- Associated Press - Monday, February 6, 2017

MADISON, Wis. (AP) - Casey Ryan played football at Madison East High School, loves to snowmobile and work on cars, and owns a landscaping business.

He just completed two years of schooling at Madison Area Technical College and is ready to start an apprenticeship in the family business, the Wisconsin State Journal (https://bit.ly/2k5WJQS ) reported.

But this is no ordinary career path. Ryan’s family doesn’t sell groceries, fix leaky sinks or paint houses. Instead, it’s in the funeral industry. And for Casey Ryan, the move is a natural despite the details of the job that include transporting the dead, embalming and preparing a body for a showing.

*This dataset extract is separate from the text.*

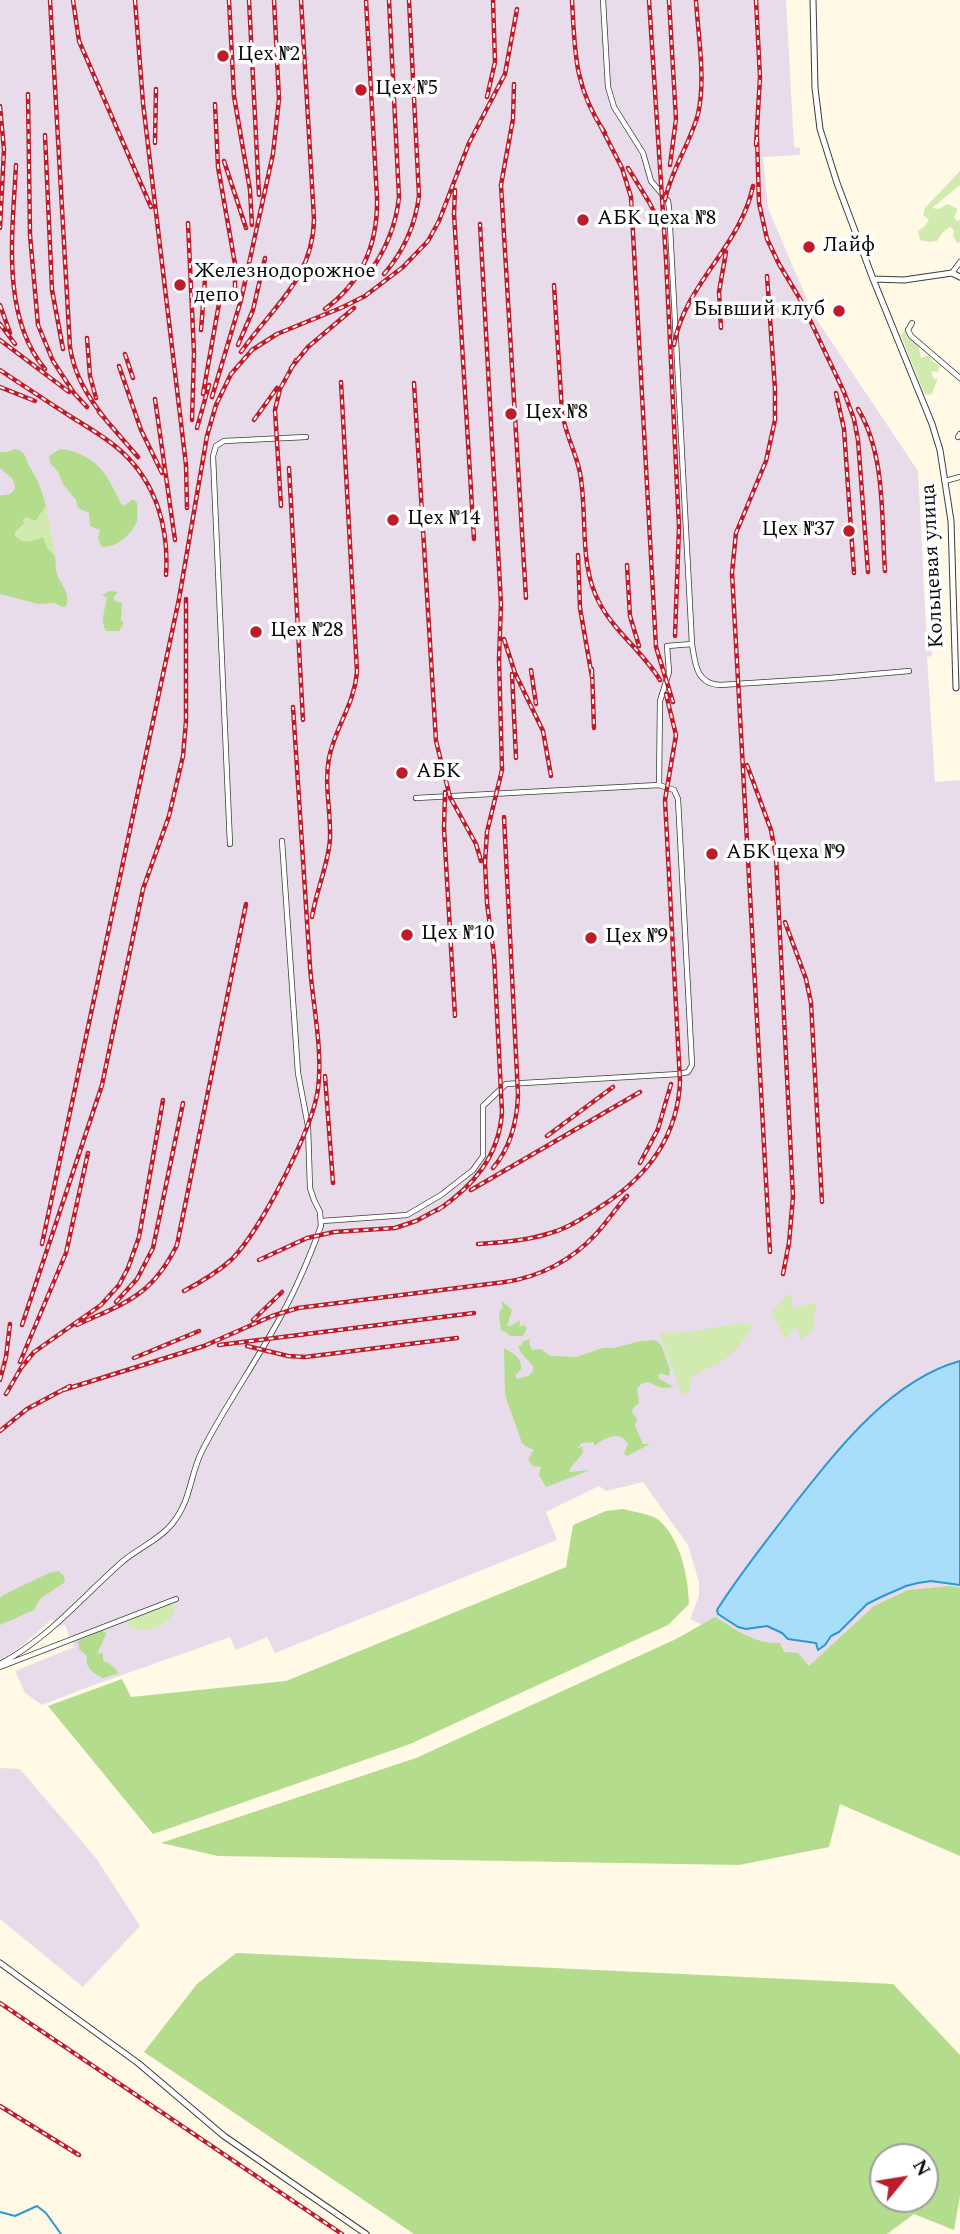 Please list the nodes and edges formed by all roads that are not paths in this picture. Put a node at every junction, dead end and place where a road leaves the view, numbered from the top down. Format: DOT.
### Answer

What Ryan, 24, has observed since he was a 4-year-old running around the funeral home on North Sherman Avenue is the relationships and the care that his father, Roman, grandfather, Connie, and aunt, Diane Ryan-Friske, and the rest of the staff provide to their customers at Ryan & Joyce-Ryan Funeral Homes.

“It’s new every day, you meet new people. It’s very gratifying,” said Casey Ryan, who plans to attend mortuary school in Milwaukee after concluding his apprenticeship a year from now. “It’s never bothered me. It’s all I know.”

Since 1938, the Ryan family has been a fixture in Madison’s funeral industry when Casey’s great-grandfather, Paul Ryan, left his job as a firefighter in Janesville to buy Hoeveler Funeral Home.

Over the last 78 years, the family business has grown to four Madison-area locations, including in 2006 the construction of a funeral home near DeForest.

Since 1976, the company has been based at a facility built by Connie Ryan 10 years after he purchased Larson Funeral Home a few blocks away. Two more funeral homes were added in 2000 when the Ryans purchased Joyce Funeral Home, founded in 1929.

“The rural areas, DeForest is getting bigger, Verona is getting bigger and it all comes together,” said Connie Ryan, who was a one-man band in his first seven years of owning the funeral home and this year is marking 50 years in the business. “Would I do it again? Probably. We just gradually grew by providing top-notch service.”

Paul Ryan obtained his funeral license in 1925 and worked at Overton Funeral Home in Janesville until 1930, but switched to firefighting during the Great Depression after his father died. He returned to his funeral career in 1938 and then merged the business with Fitch-Lawrence Funeral Home in 1955.

Ryan left the company a short time later but in 1960 opened a funeral home on King Street in Downtown Madison.

Connie, now 80, followed suit in 1966 when, after he got out of the Marines and did a stint tending bar, he opened Ryan Funeral Home. His first service was for Jack Burke, who owned a Lake Mendota supper club that is now Mariner’s Inn.

Connie’s brothers, Pat and Paul, founded Ryan Brothers Ambulance Service out of their father’s funeral home on King Street in 1962. The ambulance company, now based on South Park Street, has nearly 100 employees and seven stations in Dane, Rock and Jefferson counties.

But Connie focused on the funeral business, an industry that is undergoing many changes.

In 1985, cremation was used in 14.9 percent of funerals, according to the Cremation Association of North America. That number rose to 44.4 percent in 2015 and is expected to top 55 percent by 2025, which has cut into the profit margins of funeral homes.

“We’ve had to raise our charges,” said Roman Ryan, 51, Connie’s son and Casey’s father. “The time for the work we put into a cremation or a traditional (funeral) is not all that much different. There’s some difference but there still a lot of work.”

Other changes include a rise in advance funeral planning, the arrival of discount funeral homes and the use of technology like websites, online condolences and videos. Green burials, where simple wooden caskets and no concrete vaults are used, are growing in popularity while the face of the funeral director is also changing.

According to the National Funeral Directors Association, many mortuary school graduates do not have family members working in funeral service and 60 percent of those who are entering the profession are women. There is also a shortage of funeral directors nationwide.

“Some guys are really hurting right now,” Connie Ryan said. “They can’t hire anybody.”

The Ryans consider their funeral home the longest-running family-owned funeral company in Madison. In 1997, Cress Funeral and Cremation Service purchased Madison’s oldest funeral home, Fitch-Lawrence-Sanfillippo Funeral Home, a company that dates back to 1869.

Roman Ryan got his start much the way Casey is starting his career. Roman was a constant at the funeral home as a child and in high school began going on death calls with his father.

“There was never any doubt in my mind that I was going to do it,” said Roman Ryan, who started his career in 1989. “That’s what I was destined for.”

He sees opportunity for his son despite the industry changes.

“He has an extremely down-to-earth personality,” Roman said. “He really meshes with people of all ages.”